Finland is the most concentrated of the Nordic banking markets following consolidation which has left the pan-Nordic Nordea Group, the OKO Bank Group and Sampo Group as the dominant players accounting for more than 85% of the market.

Finland is also the country with the largest penetration of e-banking services in the world. More than 40% of Nordea customers in Finland, for example, use various internet and related services; and new mobile facilities are likely to bring even greater usage.

Finland’s relatively small population, 5.2 million and economy, E140bn ($164bn), should not be underestimated – companies such as Nokia are world leaders in their fields. As the only country in the region that is both a member of the European Union and the European Monetary Union, Finland has been able to maintain a stable economic course. According to Citigroup Smith Barney, it is likely to have the highest growth rate in the Nordic area this year of 1.8% and is also forecast to grow fastest in 2004 at 2.8%.

From crisis to strength

As in Sweden and other Nordic countries, the banking sector has been strongly influenced by the crises of a decade or more ago and this has led to an ultra-conservative lending culture that has helped to strengthen the sector. “We had the worst crisis in the early 1990s and all those that survived will never forget it. That is why the loan books of the banks are of a high quality,” explains Bjorn Wahlroos, president and CEO of Sampo.
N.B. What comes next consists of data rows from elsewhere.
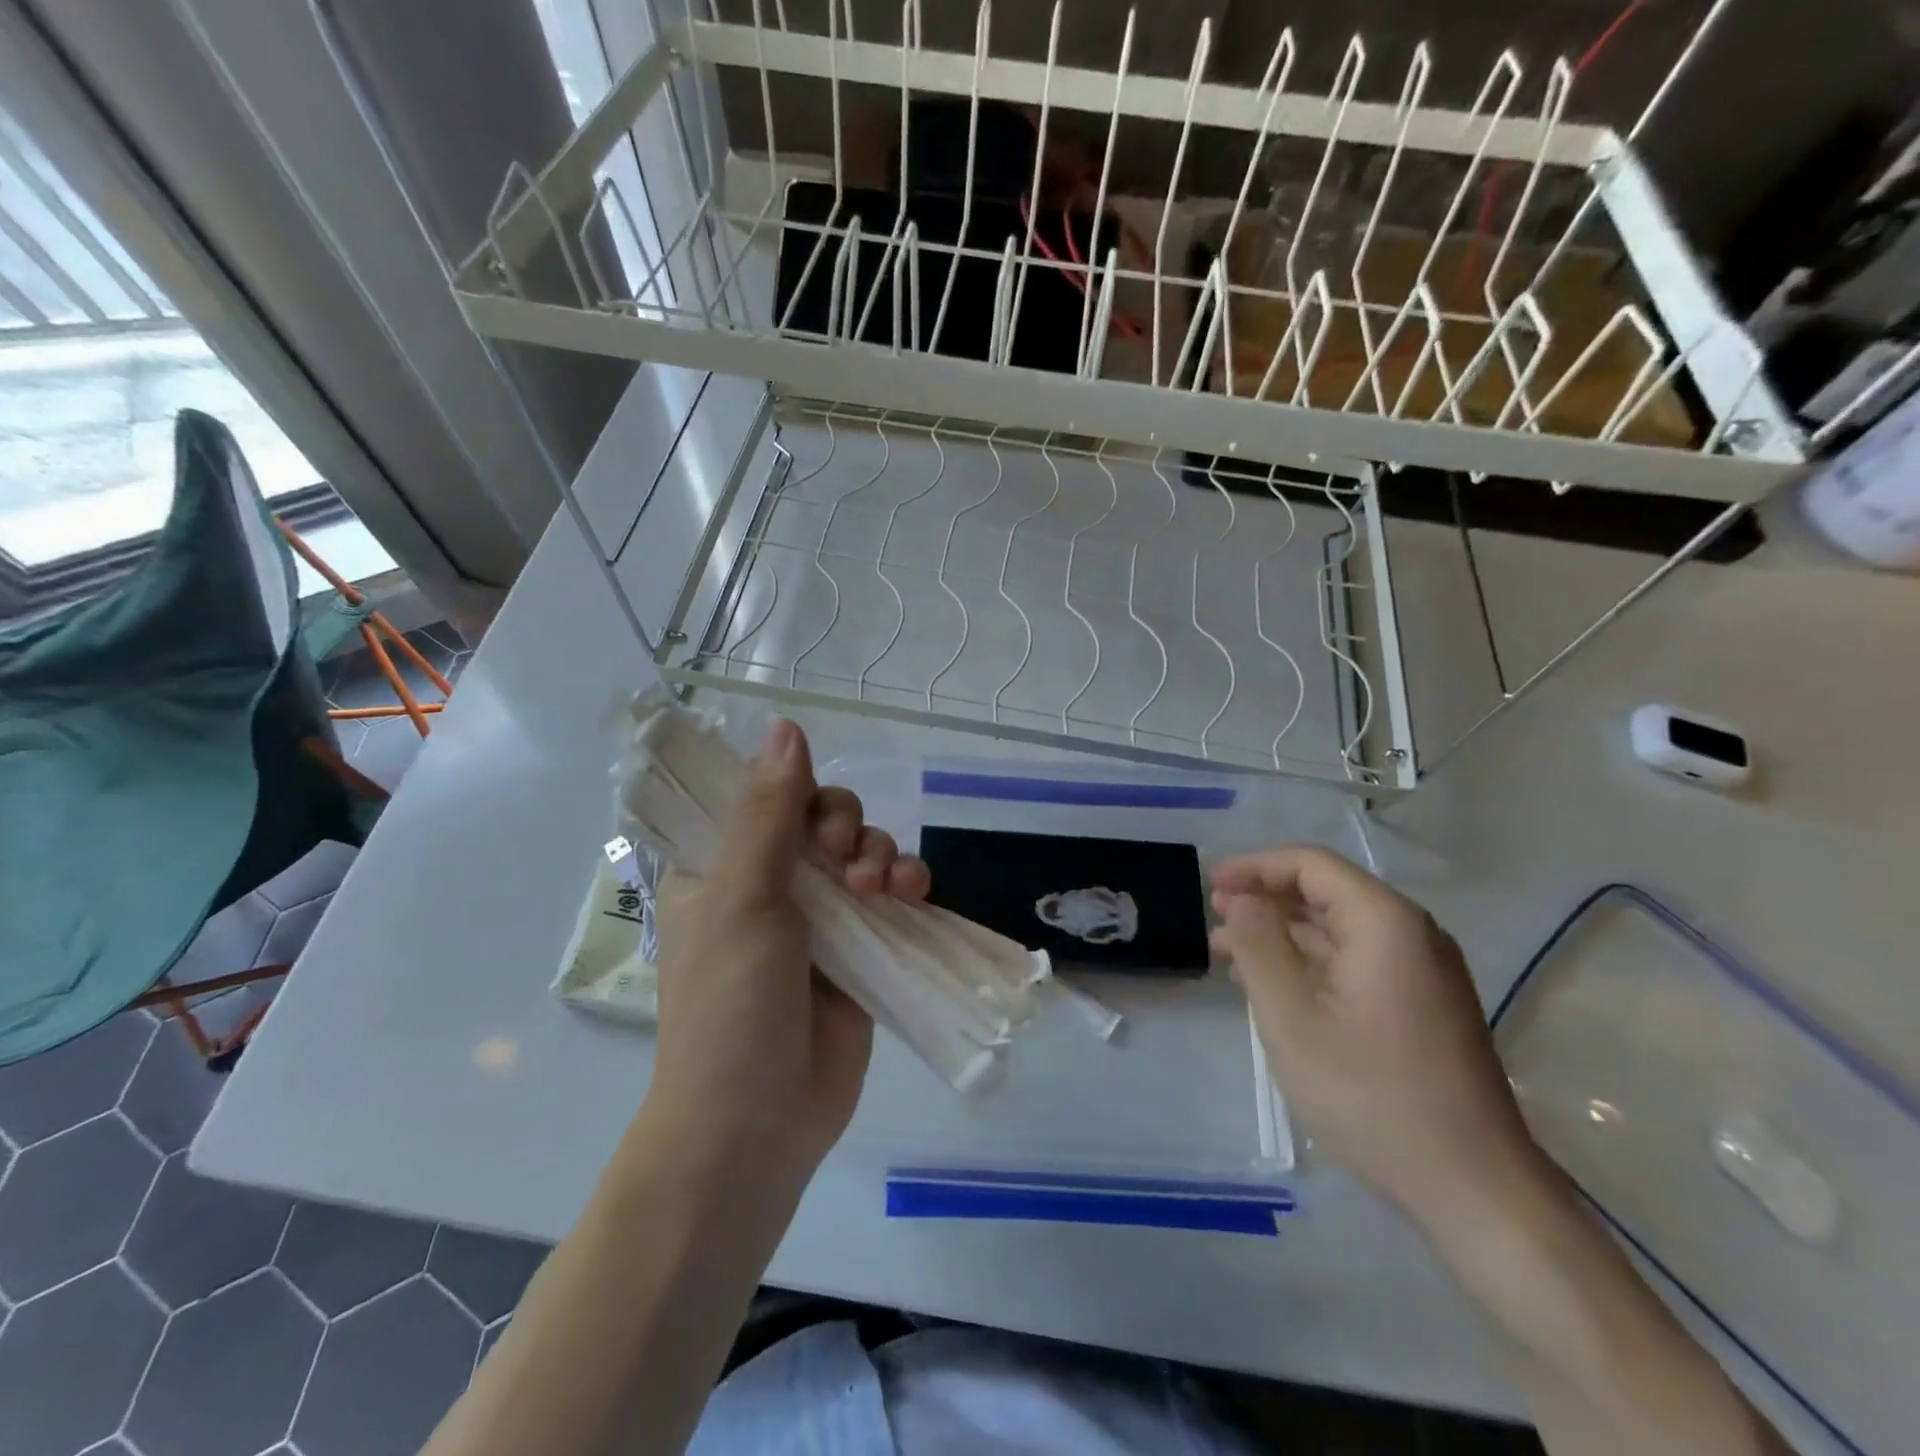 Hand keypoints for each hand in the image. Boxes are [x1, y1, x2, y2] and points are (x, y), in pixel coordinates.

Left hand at [642, 720, 929, 1200]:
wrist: (757, 1122)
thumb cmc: (729, 1002)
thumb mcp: (743, 896)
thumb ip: (769, 811)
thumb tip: (785, 724)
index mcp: (721, 865)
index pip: (759, 795)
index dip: (791, 786)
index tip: (805, 805)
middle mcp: (769, 882)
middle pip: (820, 816)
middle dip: (842, 825)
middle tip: (838, 859)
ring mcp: (818, 917)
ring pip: (861, 851)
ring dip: (879, 853)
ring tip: (880, 888)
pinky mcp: (861, 947)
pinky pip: (891, 894)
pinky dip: (906, 882)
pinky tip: (912, 893)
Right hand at [1211, 846, 1546, 1233]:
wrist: (1473, 1190)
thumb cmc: (1371, 1096)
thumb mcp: (1292, 1017)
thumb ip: (1259, 946)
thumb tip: (1240, 899)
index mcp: (1386, 923)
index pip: (1311, 865)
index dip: (1255, 867)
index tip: (1210, 886)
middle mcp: (1411, 935)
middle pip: (1327, 892)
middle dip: (1265, 899)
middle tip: (1214, 918)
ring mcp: (1421, 973)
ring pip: (1338, 929)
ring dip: (1282, 932)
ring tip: (1228, 951)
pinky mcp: (1421, 1007)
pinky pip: (1354, 962)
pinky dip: (1308, 962)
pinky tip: (1273, 984)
It is not surprising that the three major banks adopt different market approaches because of their differing size and structure. Nordea is an even more powerful force in Finland than it is in Sweden. It occupies about 40% of the retail market, which accounts for about one third of the group’s total deposit base. According to officials, it also accounts for 80%-90% of the corporate market.
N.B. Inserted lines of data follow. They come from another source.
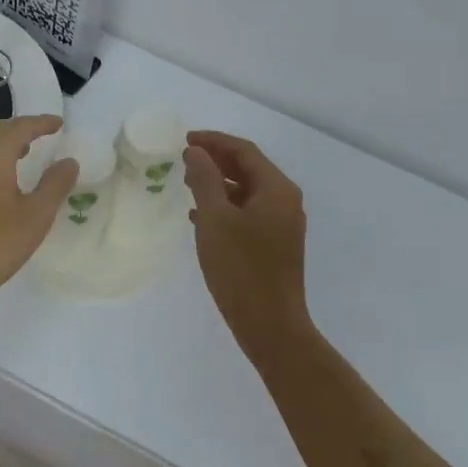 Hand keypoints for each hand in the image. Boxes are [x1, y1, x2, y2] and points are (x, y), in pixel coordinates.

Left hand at [0, 115, 77, 315]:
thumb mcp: (36, 215)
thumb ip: (55, 185)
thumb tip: (69, 161)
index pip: (20, 128)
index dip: (41, 123)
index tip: (60, 123)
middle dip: (24, 128)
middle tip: (46, 132)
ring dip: (9, 143)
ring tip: (30, 150)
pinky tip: (7, 177)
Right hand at [184, 131, 310, 359]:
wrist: (270, 326)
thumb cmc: (241, 268)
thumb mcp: (215, 219)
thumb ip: (204, 179)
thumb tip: (196, 152)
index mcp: (276, 189)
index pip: (243, 150)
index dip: (213, 141)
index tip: (184, 139)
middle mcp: (285, 200)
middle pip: (248, 168)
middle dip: (215, 160)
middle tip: (183, 158)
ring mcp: (282, 224)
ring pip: (246, 191)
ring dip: (218, 184)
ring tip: (186, 183)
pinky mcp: (275, 244)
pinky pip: (248, 212)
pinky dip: (225, 207)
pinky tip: (199, 217) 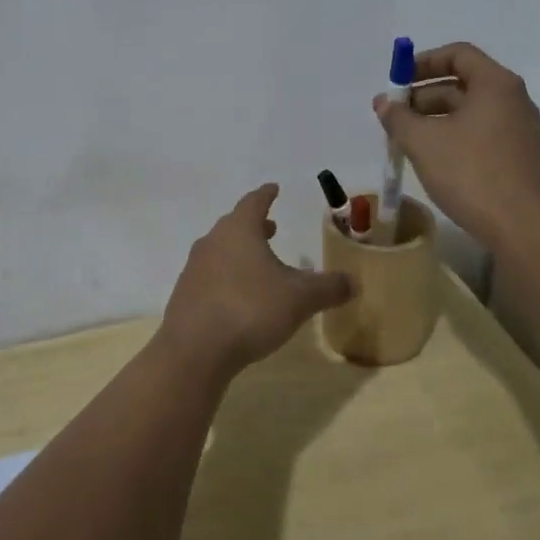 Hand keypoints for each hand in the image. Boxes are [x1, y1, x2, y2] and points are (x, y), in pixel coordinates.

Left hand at [159, 184, 352, 378]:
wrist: (194, 350)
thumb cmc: (250, 309)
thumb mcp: (299, 299)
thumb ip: (328, 288)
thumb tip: (354, 282)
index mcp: (239, 230)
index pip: (254, 202)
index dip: (266, 195)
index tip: (273, 188)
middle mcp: (212, 242)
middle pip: (235, 225)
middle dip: (255, 225)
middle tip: (272, 227)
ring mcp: (194, 269)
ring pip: (221, 250)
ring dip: (240, 252)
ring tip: (259, 263)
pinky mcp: (185, 295)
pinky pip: (211, 276)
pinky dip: (227, 277)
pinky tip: (239, 297)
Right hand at [374, 42, 539, 253]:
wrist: (522, 228)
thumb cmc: (471, 173)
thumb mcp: (424, 142)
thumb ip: (398, 117)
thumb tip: (383, 103)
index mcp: (495, 84)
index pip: (458, 54)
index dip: (423, 62)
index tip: (396, 81)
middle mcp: (512, 100)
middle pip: (462, 83)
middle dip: (423, 95)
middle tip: (393, 115)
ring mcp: (518, 129)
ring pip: (469, 111)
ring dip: (434, 118)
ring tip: (404, 139)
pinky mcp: (518, 156)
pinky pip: (479, 133)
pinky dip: (452, 136)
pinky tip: (430, 158) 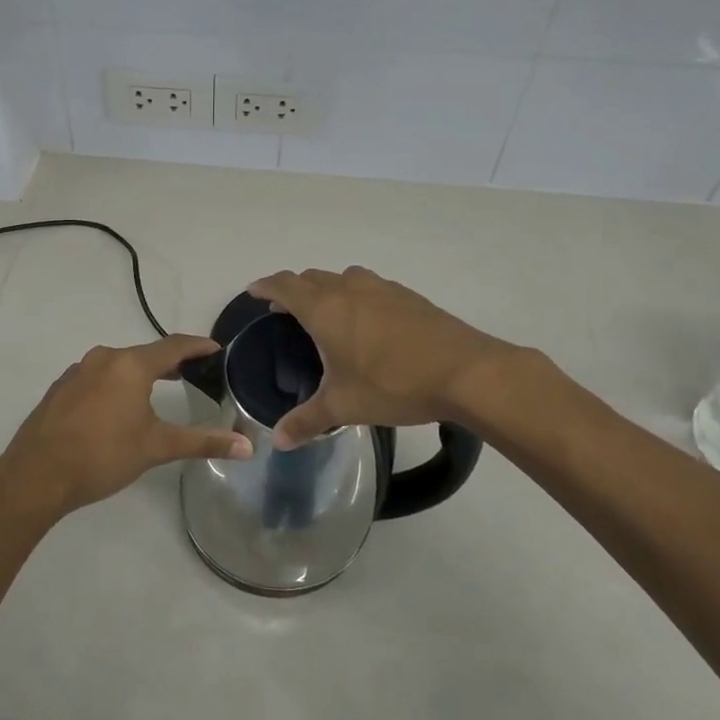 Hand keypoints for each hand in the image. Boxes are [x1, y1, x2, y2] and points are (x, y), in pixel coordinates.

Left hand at [0, 334, 253, 518]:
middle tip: (193, 373)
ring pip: (119, 364)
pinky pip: (98, 376)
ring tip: (160, 388)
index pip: (173, 346)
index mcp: (130, 364)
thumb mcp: (157, 447)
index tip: (216, 349)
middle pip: (145, 353)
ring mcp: (77, 371)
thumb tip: (247, 447)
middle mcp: (103, 358)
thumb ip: (203, 442)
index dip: (197, 346)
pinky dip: (116, 383)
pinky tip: (118, 407)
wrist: (36, 475)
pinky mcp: (61, 388)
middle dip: (170, 362)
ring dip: (141, 373)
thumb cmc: (102, 456)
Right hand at [248, 267, 518, 448]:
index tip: (254, 291)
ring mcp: (382, 288)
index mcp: (325, 309)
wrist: (465, 371)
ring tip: (326, 313)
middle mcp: (349, 289)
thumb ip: (307, 421)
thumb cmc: (393, 384)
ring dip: (327, 288)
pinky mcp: (409, 296)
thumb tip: (278, 441)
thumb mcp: (344, 406)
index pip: (285, 285)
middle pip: (312, 277)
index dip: (266, 286)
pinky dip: (356, 296)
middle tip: (284, 310)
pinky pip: (370, 287)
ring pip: (343, 277)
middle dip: (293, 289)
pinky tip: (367, 323) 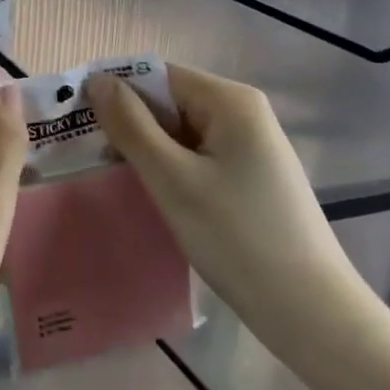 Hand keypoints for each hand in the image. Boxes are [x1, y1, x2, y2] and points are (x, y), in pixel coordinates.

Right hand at [86, 64, 369, 346]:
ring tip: (111, 175)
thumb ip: (131, 126)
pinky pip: (196, 155)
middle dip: (129, 123)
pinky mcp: (250, 176)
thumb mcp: (173, 179)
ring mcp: (250, 146)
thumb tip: (97, 80)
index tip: (78, 122)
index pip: (157, 75)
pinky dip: (169, 167)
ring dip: (146, 148)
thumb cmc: (238, 238)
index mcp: (230, 101)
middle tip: (88, 155)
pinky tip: (150, 193)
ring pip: (180, 131)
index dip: (115, 92)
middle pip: (169, 100)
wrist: (311, 313)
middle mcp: (243, 112)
Given that the Nordea Group’s balance sheet is E250bn – almost five times that of OKO and Sampo combined – it is clear that it has by far the greatest capacity in the corporate sector and the smaller banks are forced to focus on other areas. “Sampo is not that interested in lending. We don’t see ourselves as having competitive advantage in lending. The bigger clients are better served by the capital markets and the global banks,” says Mr Wahlroos.

Some 13 foreign banks are present (eight with branches and five with representative offices) but their market share in deposits and lending is seen as modest, with their prime focus on international and capital markets.
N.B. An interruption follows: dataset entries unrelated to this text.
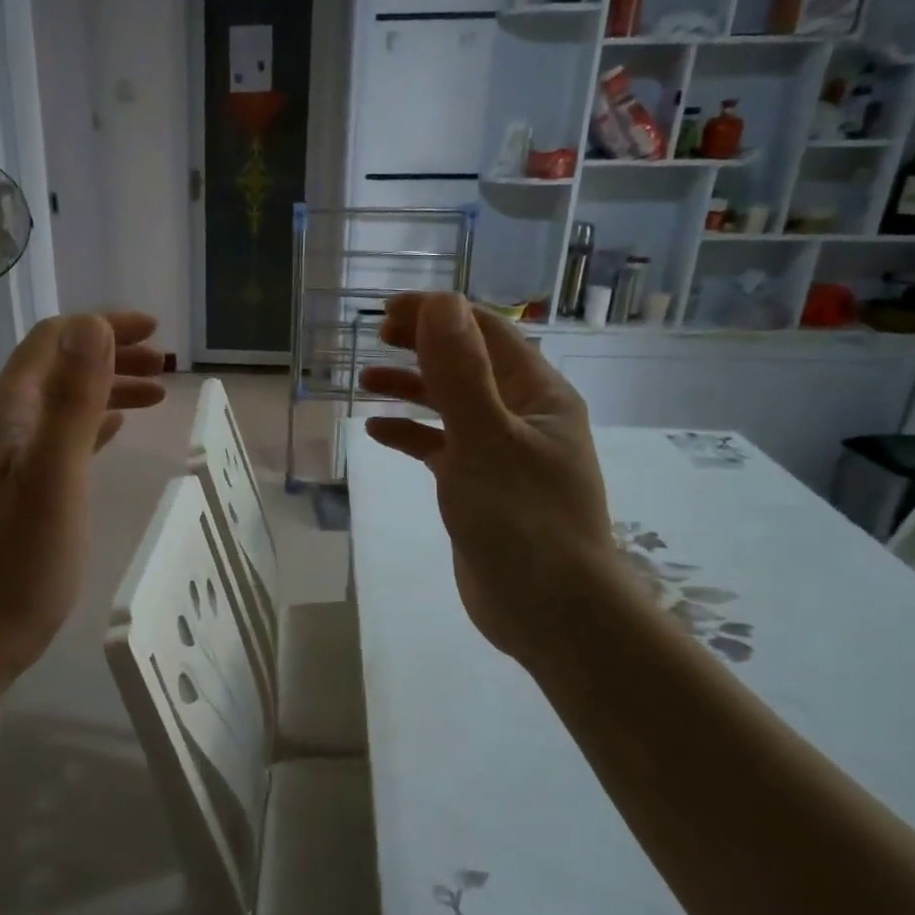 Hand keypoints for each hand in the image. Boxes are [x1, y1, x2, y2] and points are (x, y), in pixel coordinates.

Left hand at [0, 312, 165, 679]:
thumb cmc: (21, 554)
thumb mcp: (55, 471)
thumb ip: (73, 398)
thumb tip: (94, 324)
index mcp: (8, 408)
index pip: (54, 339)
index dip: (102, 326)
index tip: (153, 332)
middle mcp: (5, 422)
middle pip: (60, 367)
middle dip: (112, 355)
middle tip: (164, 364)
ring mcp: (13, 456)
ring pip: (66, 401)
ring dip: (109, 388)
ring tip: (157, 393)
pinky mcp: (25, 485)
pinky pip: (65, 435)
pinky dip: (96, 421)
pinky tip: (119, 428)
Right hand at [359, 293, 616, 665]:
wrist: (549, 611)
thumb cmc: (522, 520)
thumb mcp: (485, 439)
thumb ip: (460, 372)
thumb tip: (439, 303)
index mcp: (538, 394)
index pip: (486, 332)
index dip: (439, 314)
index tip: (387, 312)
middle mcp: (523, 415)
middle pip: (468, 363)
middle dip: (422, 345)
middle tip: (375, 337)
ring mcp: (502, 453)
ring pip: (452, 405)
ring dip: (412, 388)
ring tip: (365, 381)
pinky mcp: (481, 486)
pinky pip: (442, 447)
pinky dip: (412, 435)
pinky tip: (377, 433) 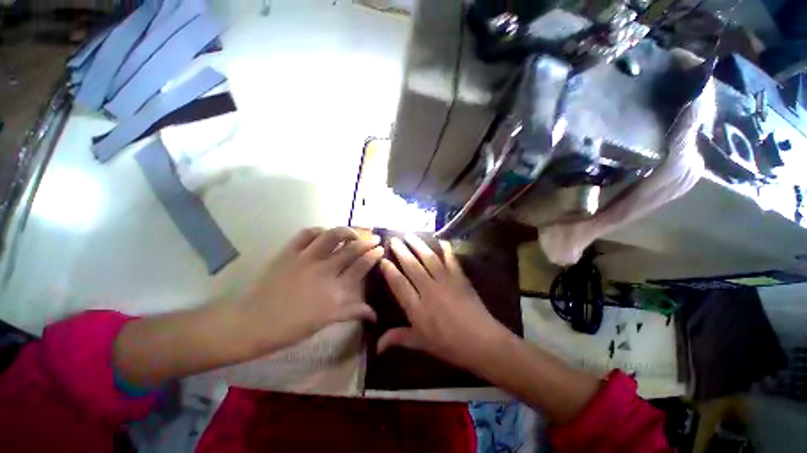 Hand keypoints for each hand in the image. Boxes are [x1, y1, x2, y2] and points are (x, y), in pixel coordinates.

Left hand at [240, 227, 383, 352]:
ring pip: (332, 236)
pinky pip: (307, 234)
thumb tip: (374, 315)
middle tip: (375, 237)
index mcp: (336, 291)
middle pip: (352, 249)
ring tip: (353, 232)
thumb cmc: (292, 327)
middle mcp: (325, 271)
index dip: (374, 255)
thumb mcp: (326, 322)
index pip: (361, 266)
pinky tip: (324, 232)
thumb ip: (352, 312)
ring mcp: (306, 259)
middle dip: (368, 241)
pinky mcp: (289, 252)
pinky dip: (318, 230)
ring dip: (347, 231)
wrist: (253, 323)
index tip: (380, 249)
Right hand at [378, 234, 512, 371]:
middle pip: (412, 266)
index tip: (383, 259)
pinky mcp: (459, 278)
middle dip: (401, 251)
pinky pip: (451, 260)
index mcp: (417, 308)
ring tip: (410, 235)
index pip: (399, 284)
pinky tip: (442, 241)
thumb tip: (376, 347)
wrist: (482, 342)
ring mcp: (445, 281)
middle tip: (394, 239)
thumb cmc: (449, 345)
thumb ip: (399, 338)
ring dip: (418, 245)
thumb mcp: (421, 343)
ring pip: (428, 259)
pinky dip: (446, 249)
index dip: (390, 271)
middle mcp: (429, 290)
Although all the Finnish banks remain quite profitable by European standards, the combined operating profit (including Nordea’s retail operations and Sampo’s banking franchise) decreased by 8% in 2002 to E1.45bn. The main reason for the decline in profits, according to Kyllikki Pankakoski, vice president of OKO, was the reduction in net interest income, but other operating income also decreased and costs were up by 2%.

As in Sweden, loan losses in Finland remained at an exceptionally low level and have not exceeded 0.1% of net loans and contingent liabilities for the past four years. “Loan losses should rise to more normal levels in the coming years as the amount of reversals diminishes and economic growth slows down. However, this will pose no real threat to Finnish banks’ sound profitability,” says Pankakoski.

While Nordea’s 415 branches and 10,500 employees in Finland may have more financial clout, OKO’s network of 692 branches, 8937 staff in its 243 member co-operative banks packs a powerful retail punch. It claims a 32.7% market share of deposits and 31.4% of credits along with 15% stakes in the growing mutual funds and pension insurance sectors.

A different approach

The much smaller Sampo Group, however, is focusing on meeting the needs of what CEO Mr Wahlroos describes as Europe’s fastest growing investment and savings market. Born out of a merger in 2001 between Finland’s leading insurance company Sampo and the Leonia banking group, it has added in Mandatum, a private and investment specialist, and integrated a number of property and casualty insurance companies. Sampo is now able to provide a broad suite of products for its 1.2 million retail and 80,000 corporate customers, achieving a 23% market share in new pension insurance and 40% of corporate payment transactions. It has also become the largest fund management company in the country, now accounting for 24.5% of the mutual funds market.

Mr Wahlroos expects to strengthen Sampo’s asset management capabilities and take advantage of the increased savings trend. But, as the third largest shareholder in the group himself, he is also looking further ahead to who will be the future shareholders of the group. The key factor is that the high ownership concentration in the market precludes any domestic mergers and the only possible buyers would be major global players.

Acquisition targets

Yet a global outfit is likely to want to buy a group with a pan-Nordic flavour, not a group predominantly in one Nordic country. Nordea is the obvious first target in any future acquisition play, so Sampo and Mr Wahlroos may have to wait and watch.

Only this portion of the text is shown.